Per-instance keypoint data
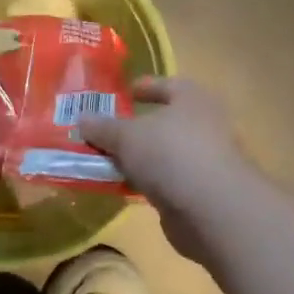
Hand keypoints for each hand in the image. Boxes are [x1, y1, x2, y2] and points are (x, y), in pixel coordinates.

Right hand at [80, 78, 252, 261]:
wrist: (211, 209)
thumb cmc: (169, 153)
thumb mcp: (126, 136)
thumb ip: (103, 127)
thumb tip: (82, 118)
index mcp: (192, 98)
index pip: (166, 85)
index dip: (145, 87)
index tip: (124, 92)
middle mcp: (205, 125)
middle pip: (165, 122)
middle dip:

▶ Your assignment:
Would you repeat the lines from the one containing "thumb cmc: (169, 153)" through the end of the data, exactly, with nothing before or after them?

▶ Response area:
thumb cmc: (169, 153)
thumb mcp: (126, 136)
thumb ip: (103, 127)
thumb tip: (82, 118)
index mcp: (192, 98)
index pip: (166, 85)
index dip: (145, 87)
index tip: (124, 92)
middle mcp: (205, 125)
middle pip: (165, 122)
middle dip:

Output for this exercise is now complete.